DELINEATING SOURCES OF MOISTURE AND RECHARGE TO THE EVERGLADES ECOSYSTEM OF SOUTH FLORIDA, USA, USING STABLE ISOTOPES OF OXYGEN, HYDROGEN, AND CARBON
δ18O and δD in shallow groundwater from the well and cave remain near the mean of -2.4 ‰ and -12 ‰, respectively (VSMOW scale). 18O and D are enriched in surface water compared to shallow groundwater. δ18O and δD in surface water fluctuates in sync with, but of lesser amplitude than, those measured in rainfall. The LMWL for precipitation is in close agreement to the GMWL; however, the LEL for surface water and shallow groundwater is δD = 5.6 δ18O + 1.5, a sign that these waters have experienced evaporation. The intercept of the LMWL and LEL indicates that the primary recharge to the Everglades occurs primarily from tropical or frontal sources. Local convection merely recycles available water.

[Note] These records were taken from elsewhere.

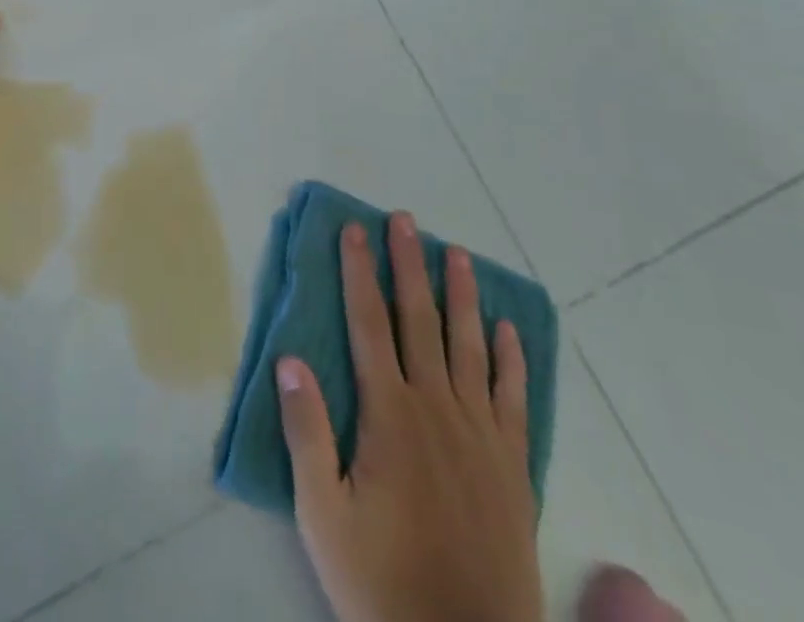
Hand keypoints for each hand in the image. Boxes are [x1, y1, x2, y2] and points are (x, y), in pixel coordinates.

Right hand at [278, 214, 542, 621]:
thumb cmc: (381, 582)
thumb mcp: (323, 514)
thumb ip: (306, 432)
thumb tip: (289, 358)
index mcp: (390, 415)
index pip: (369, 324)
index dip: (359, 272)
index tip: (355, 230)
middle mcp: (437, 409)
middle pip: (420, 320)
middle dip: (408, 265)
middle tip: (405, 220)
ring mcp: (481, 436)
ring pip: (469, 346)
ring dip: (461, 296)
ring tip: (457, 254)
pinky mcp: (513, 467)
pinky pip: (514, 399)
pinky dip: (511, 360)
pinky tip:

Time-series of deuterium excess (dex), clearly reveals two moisture sources for precipitation; an evaporation-dominated source with dex>10 and a source significantly influenced by transpiration with dex<10. Samples with higher dex cluster in the fall and winter, and appear to be associated with maritime moisture carried along the Trade Winds. Samples with lower dex cluster in the late spring and summer, and could reflect continental moisture carried by the Westerlies or local convection.
δ13CDOC suggests C-3 vegetation as the primary organics source at all sample sites. C:N ratios averaging 20:1 at the cave indicate organics originate from woody material, while an average of 15:1 at the well along with δ13CDOC similar to the cave indicate further decomposition of the organics entering the cave. C:N ratios at the slough averaged 15:1, and with δ13CDOC, suggest a blend of organics not present at the cave and well.